**Problem to solve:** Among the entries, find each line that includes the string "dead" and list it.

Data to process: Begin

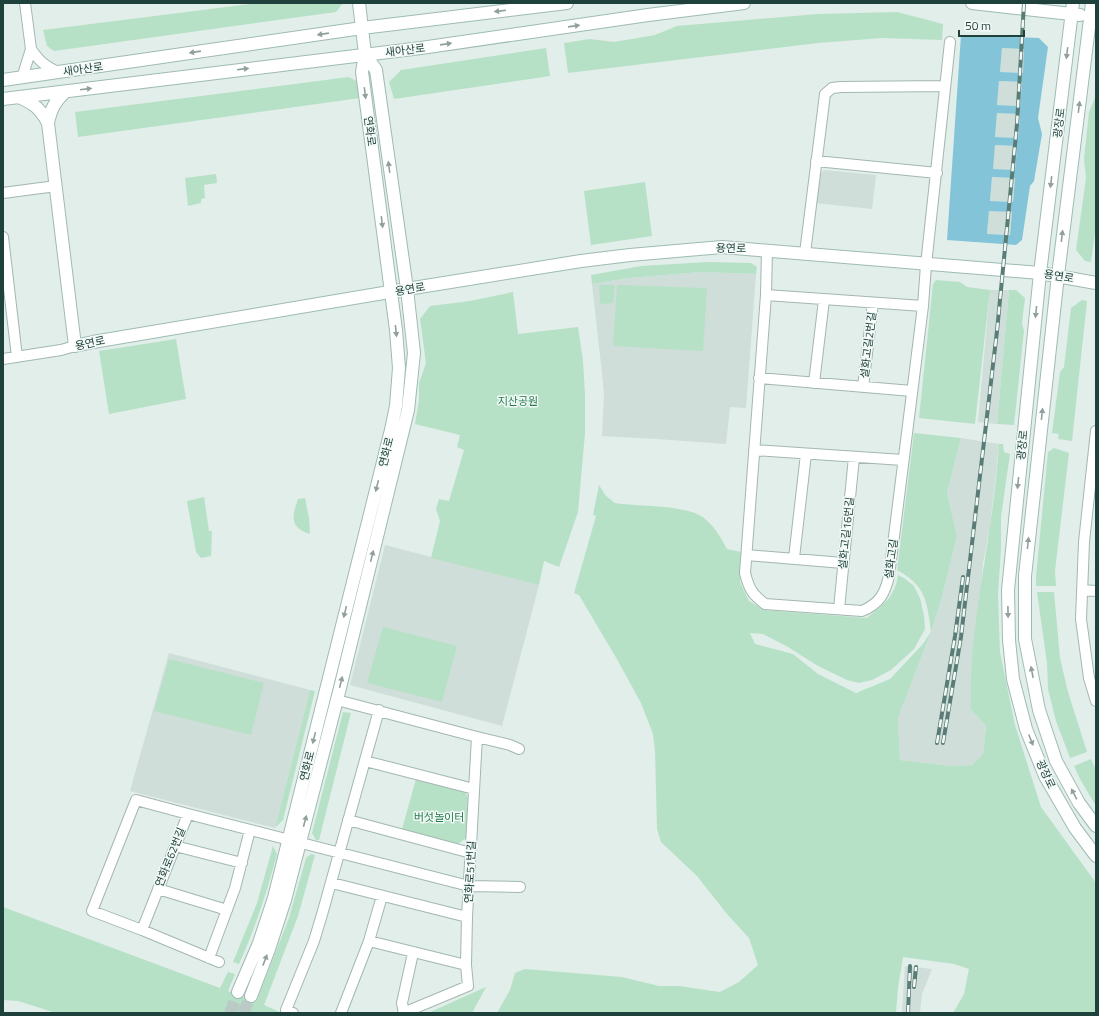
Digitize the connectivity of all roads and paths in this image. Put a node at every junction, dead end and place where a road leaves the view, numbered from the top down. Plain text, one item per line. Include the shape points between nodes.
1 (25, 3) edge
2 (359, 3) edge
3 (567, 3) edge
4 (744, 3) edge
5 (972, 3) edge
6 (1092, 3) edge
7 (1073, 9) edge
8 (1093, 17) edge
9 (362, 28) junction
10 (950, 42) dead end
11 (31, 49) junction
12 (365, 54) junction
13 (58, 72) junction
14 (22, 78) junction
15 (3, 80) edge
16 (945, 86) junction
17 (65, 92) junction
18 (19, 97) junction
19 (3, 99) edge
20 (48, 123) junction
21 (816, 161) junction
22 (937, 173) junction
23 (56, 186) junction
24 (3, 193) edge
25 (3, 237) edge
26 (767, 250) junction
27 (805, 253) junction
28 (926, 265) junction
29 (1040, 273) junction
30 (1058, 275) junction
31 (1096, 283) edge
32 (406, 289) junction
33 (391, 292) junction
34 (766, 295) junction
35 (824, 300) junction
36 (873, 303) junction
37 (923, 306) junction
38 (75, 346) junction
39 (17, 356) junction
40 (3, 358) edge
41 (759, 378) junction
42 (814, 383) junction
43 (863, 387) junction
44 (912, 390) junction
45 (1096, 431) edge
46 (754, 450) junction
47 (806, 454) junction
48 (854, 457) junction
49 (903, 460) junction
50 (1093, 486) edge
51 (747, 555) junction
52 (794, 558) junction
53 (843, 563) junction
54 (1082, 590) junction
55 (1096, 591) edge
56 (839, 609) junction
57 (337, 700) junction
58 (1096, 701) edge
59 (379, 710) junction
60 (476, 736) junction
61 (518, 749) dead end
62 (366, 761) junction
63 (474, 789) junction
64 (188, 814) junction
65 (348, 820) junction
66 (1096, 826) edge
67 (250, 830) junction
68 (294, 840) junction
69 (175, 846) junction
70 (339, 852) junction
71 (471, 853) junction
72 (1096, 856) edge
73 (242, 863) junction
74 (332, 883) junction
75 (469, 886) junction
76 (520, 887) dead end
77 (158, 889) junction
78 (382, 896) junction
79 (227, 910) junction
80 (468, 917) junction
81 (142, 930) junction
82 (369, 941) junction
83 (413, 953) junction
84 (209, 958) junction
85 (219, 962) dead end
86 (466, 965) junction
87 (238, 992) tunnel mouth
88 (251, 996) tunnel mouth
89 (289, 1012) edge
90 (341, 1013) edge
91 (404, 1013) edge

1 - 11 street
2 - 9 street
3 -> 9 street, 새아산로
12 -> 4 street, 새아산로
5 - 7 street
6 - 8 street, 광장로
7 - 8 street
7 -> 29 street, 광장로
30 -> 8 street, 광장로
9 - 12 street
9 -> 13 street, 새아산로
10 - 16 street
11 - 13 street via 38,60
11 - 14 street
17 -> 12 street, 새아산로
32 -> 12 street, 연화로 via 376,70
12 -> 33 street, 연화로 via 362,72
13 - 14 street, 새아산로
14 - 15 street, 새아산로
16 - 21 street via 832,88 825,94
16 - 22 street
17 - 18 street, 새아산로
17 - 20 street, 새아산로 via 56,100
18 - 19 street, 새아산로
18 - 20 street, 새아산로 via 31,102 41,111
20 - 23 street, 새아산로
21 - 22 street
21 - 27 street
22 - 28 street
23 - 24 street
23 - 38 street, 새아산로
25 - 39 street
26 - 27 street, 용연로
26 - 32 street, 용연로 via 722,247 630,255
26 - 34 street, 설화고길
27 - 28 street, 용연로
28 - 29 street, 용연로
28 - 37 street, 설화고길
29 - 30 street, 용연로
29 -> 72 street, 광장로 via 1008,590 1008,640 1013,679 1026,729 1045,776 1075,828
30 - 31 street, 용연로
66 -> 30 street, 광장로 via 1079,804 1056,762 1039,710 1025,639 1025,576
32 - 33 street, 용연로
57 -> 32 street, 연화로 via 408,410 414,353
33 - 38 street, 용연로
33 -> 68 street, 연화로 via 399,368 396,406
34 - 35 street, 설화고길2번길
34 - 41 street, 설화고길
35 - 36 street, 설화고길2번길
35 - 42 street
36 - 37 street, 설화고길2번길
36 - 43 street, 설화고길2번길
37 - 44 street, 설화고길
38 - 39 street, 용연로
39 - 40 street, 용연로
41 - 42 street
41 - 46 street, 설화고길
42 - 43 street
43 - 44 street
44 - 49 street, 설화고길
45 - 50 street
46 - 47 street
46 - 51 street, 설화고길
47 - 48 street
47 - 52 street
48 - 49 street
48 - 53 street, 설화고길16번길
49 - 56 street, 설화고길 via 886,588 872,607 862,611
50 - 54 street via 1084,542
51 - 52 street
51 - 56 street, 설화고길 via 746,573 749,588 765,604
52 - 53 street
53 - 56 street, 설화고길16번길
54 - 55 street
54 - 58 street via 1082,632 1089,678
57 - 59 street
68 -> 57 street, 연화로
59 - 60 street
59 - 62 street
60 - 61 street
60 - 63 street, 연화로51번길
62 - 63 street
62 - 65 street
63 - 71 street, 연화로51번길
64 - 67 street, 연화로62번길
64 - 69 street, 연화로62번길
64 - 81 street via 136,800 133,807 92,911
65 - 70 street
65 - 71 street
67 - 68 street, 연화로62번길
67 - 73 street
68 - 70 street
68 - 87 street, 연화로 via 259,943
88 -> 68 street, 연화로 via 285,900
69 - 73 street
69 - 77 street, 연화로62번길
70 - 74 street
70 - 75 street
71 - 75 street, 연화로51번길
73 - 79 street
74 - 78 street
74 - 89 street
75 - 76 street
75 - 80 street, 연화로51번길
77 - 79 street
77 - 81 street, 연화로62번길
78 - 80 street
78 - 82 street
79 - 84 street
80 - 86 street, 연화로51번길
81 - 84 street
82 - 83 street
82 - 90 street
83 - 86 street
83 - 91 street via 402,1003
84 - 85 street
86 - 91 street, 연화로51번길 via 468,986

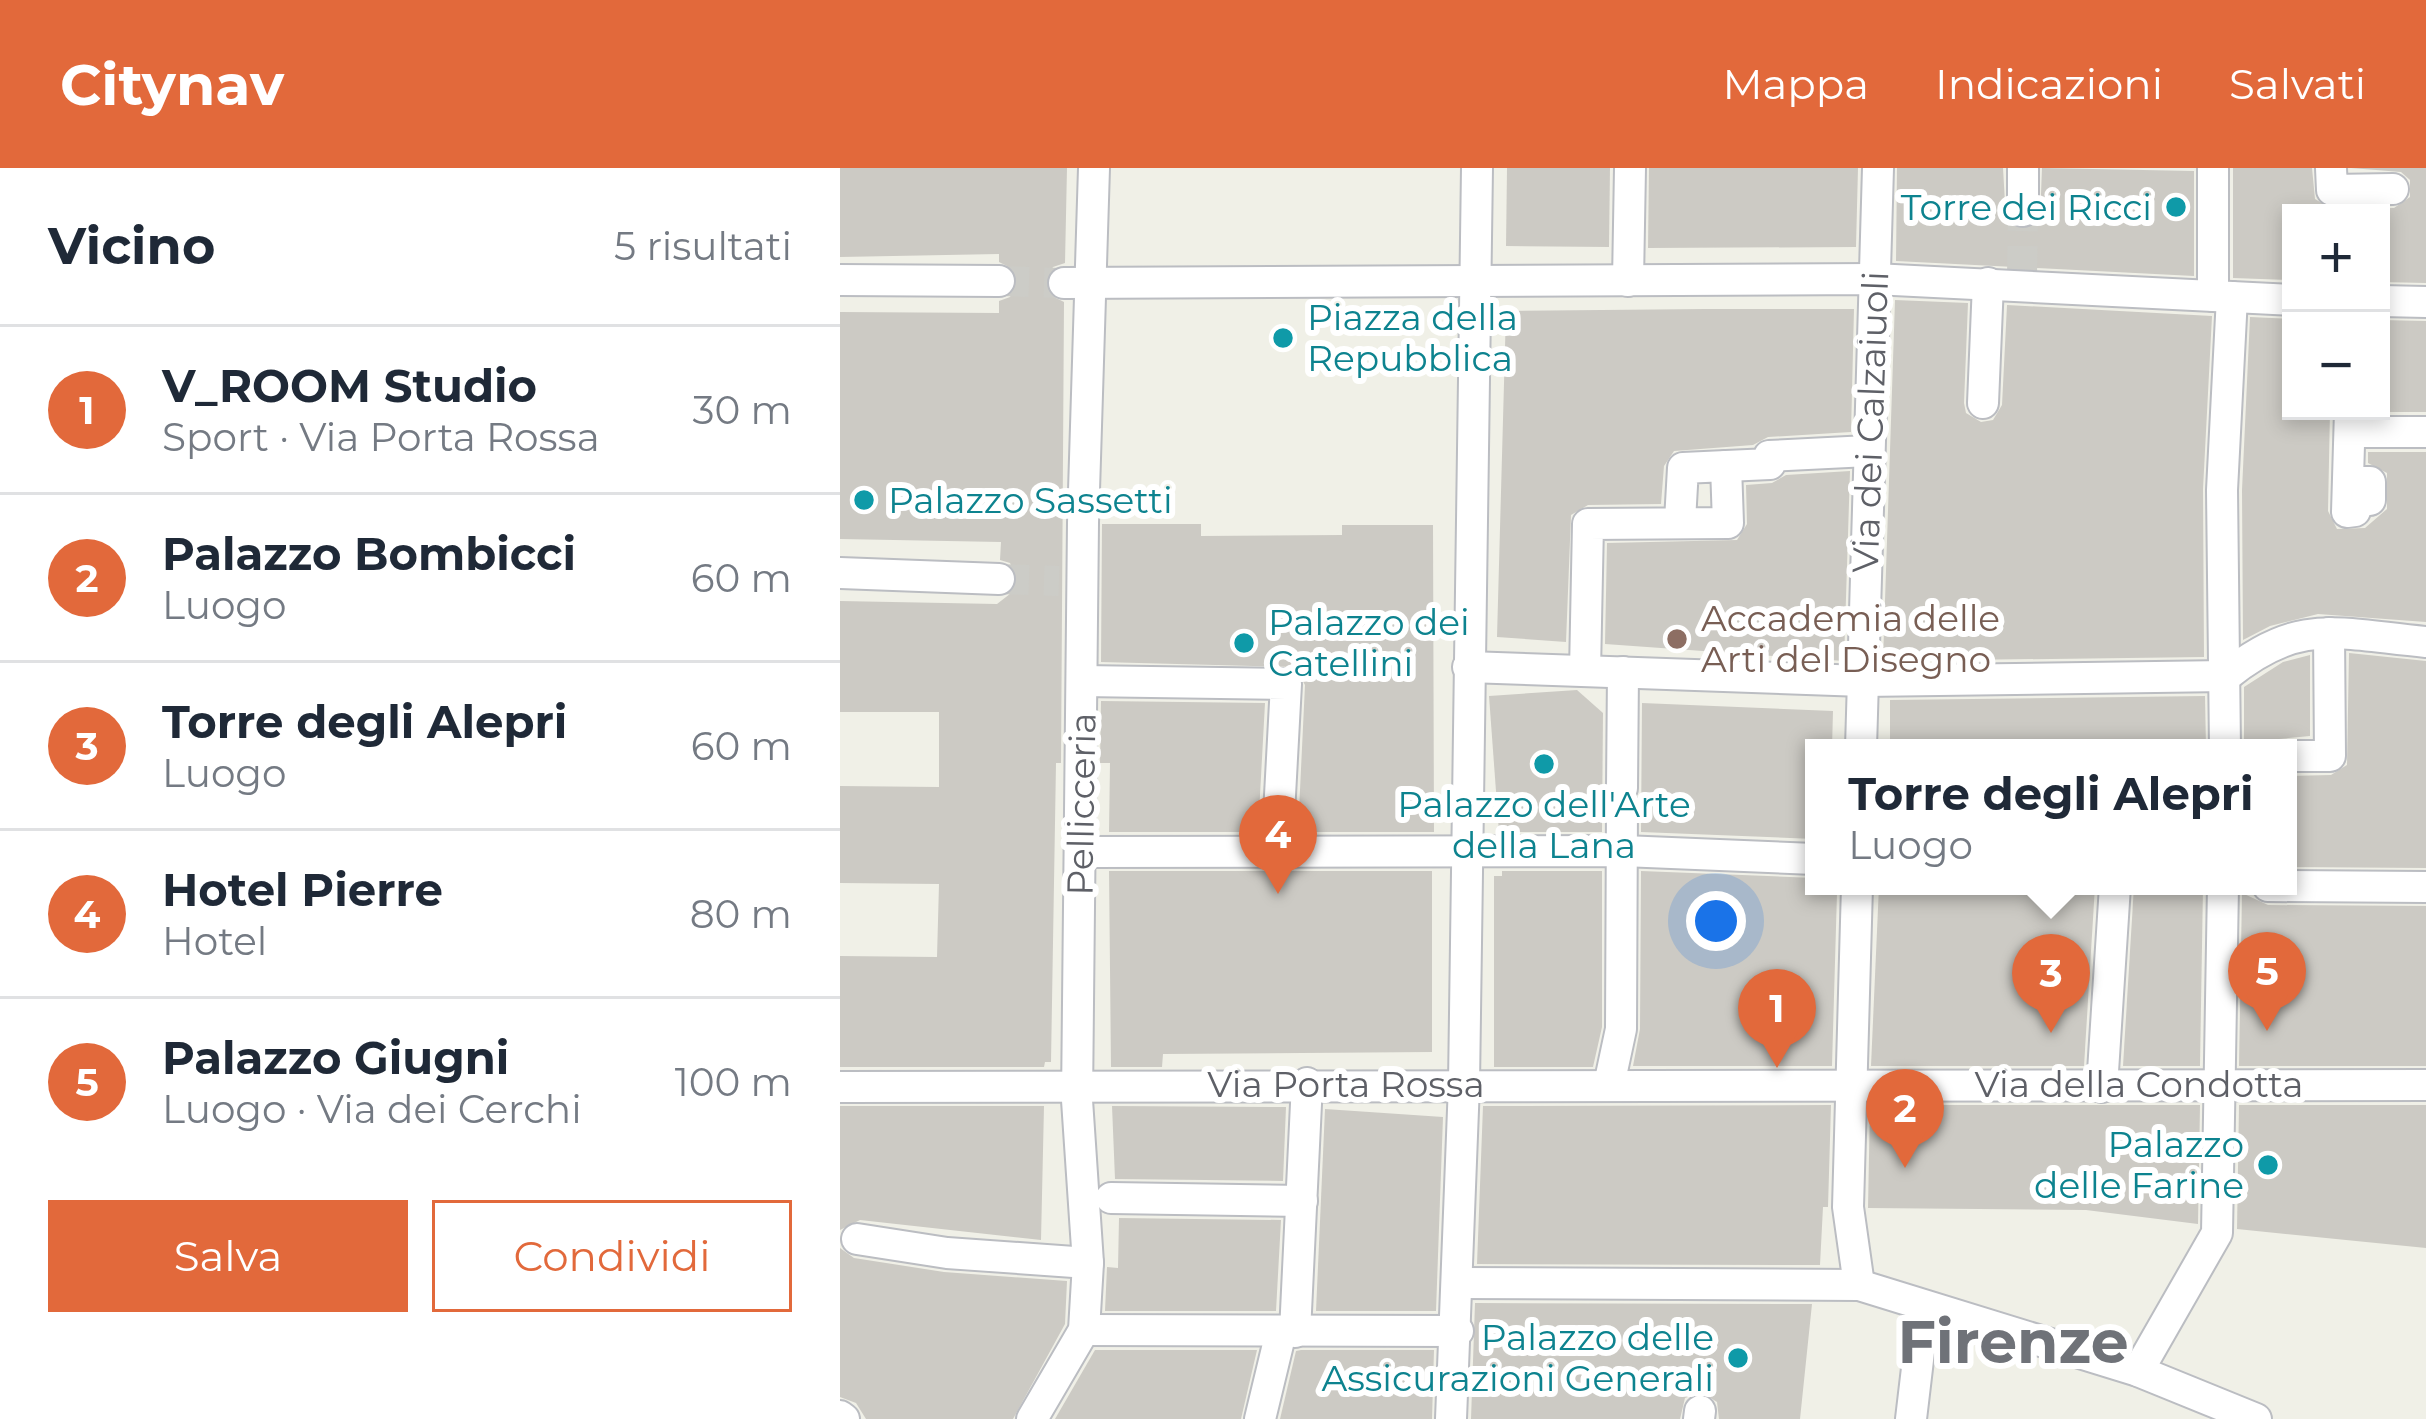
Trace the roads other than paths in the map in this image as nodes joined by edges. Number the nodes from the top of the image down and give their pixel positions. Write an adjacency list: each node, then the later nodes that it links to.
1 (1094, 168): 15 (street, Pellicceria)
2 (1477, 168): 14 (street)
3 (1630, 168): 13 (street)
4 (1878, 168): 10 (street, Via dei Calzaiuoli)
5 (2023, 168): 9 (street)
6 (2213, 168): 17 (street)
7 (2331, 168): 8 (street)
8 (2393, 189)
9 (2023, 211)
10 (1874, 279): 13 (street); 16 (street); 24 (street, Via dei Calzaiuoli)
11 (840, 280): 12 (street)
12 (998, 281)
13 (1628, 281): 14 (street)
14 (1476, 282): 15 (street); 32 (street)
15 (1078, 283): 36 (street, Pellicceria)
16 (1988, 283): 17 (street); 21 (street)
17 (2223, 296): 18 (street); 35 (street)
18 (2282, 299)
19 (2390, 302): 20 (street)
20 (2426, 302)
21 (1983, 403)
22 (2350, 422): 23 (street); 26 (street)
23 (2426, 432)
24 (1868, 451): 25 (street); 37 (street, Via dei Calzaiuoli)
25 (1726, 466): 27 (street); 27 (street)
26 (2348, 482)
27 (1680, 521): 33 (street)
28 (840, 573): 29 (street)
29 (988, 578)
30 (2332, 634): 31 (street); 35 (street); 40 (street)
31 (2426, 642)
32 (1468, 667): 33 (street); 44 (street)
33 (1585, 671): 34 (street)
34 (1623, 672): 37 (street); 42 (street)
35 (2223, 678): 37 (street); 39 (street)
36 (1082, 681): 41 (street); 43 (street, Pellicceria)
37 (1863, 681): 38 (street, Via dei Calzaiuoli)
38 (1861, 739)
39 (2225, 739)
40 (2297, 756)
41 (1277, 851): 43 (street); 44 (street)
42 (1622, 851): 44 (street); 45 (street); 55 (street)
43 (1081, 852): 54 (street, Pellicceria)
44 (1466, 853): 53 (street)
45 (1805, 859)
46 (2297, 886): 47 (street)
47 (2426, 887)
48 (1857, 895): 52 (street)
49 (2114, 895): 59 (street)
50 (2223, 895): 57 (street)
51 (1307, 1083): 53 (street, Via Porta Rossa); 54 (street, Via Porta Rossa); 61 (street)
52 (1851, 1083): 55 (street, Via Porta Rossa); 59 (street, Via della Condotta); 65 (street)
53 (1464, 1084): 55 (street, Via Porta Rossa); 64 (street)
54 (1078, 1085): 58 (street, Via Porta Rossa); 63 (street, Pellicceria)
55 (1609, 1085)
56 (2426, 1085): 57 (street, Via della Condotta)
57 (2218, 1086): 59 (street, Via della Condotta); 70 (street)
58 (840, 1087)
59 (2102, 1087)
60 (1111, 1198): 61 (street)
61 (1302, 1201): 69 (street)
62 (857, 1239): 63 (street)
63 (1088, 1263): 67 (street, Pellicceria)
64 (1460, 1283): 65 (street); 68 (street)
65 (1859, 1285): 66 (street)
66 (1924, 1309): 70 (street); 74 (street)
67 (1099, 1330): 69 (street); 71 (street)
68 (1458, 1331): 69 (street); 73 (street)
69 (1288, 1332): 72 (street)
70 (2138, 1371): 75 (street)
71 (1033, 1416)
72 (1260, 1419)
73 (1451, 1419)
74 (1911, 1419)
75 (2256, 1419)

Data to process: End

**Output:**
Digitize the connectivity of all roads and paths in this image. Put a node at every junction, dead end and place where a road leaves the view, numbered from the top down. Plain text, one item per line. Include the shape points between nodes.
10 (950, 42) dead end
61 (518, 749) dead end
76 (520, 887) dead end
85 (219, 962) dead end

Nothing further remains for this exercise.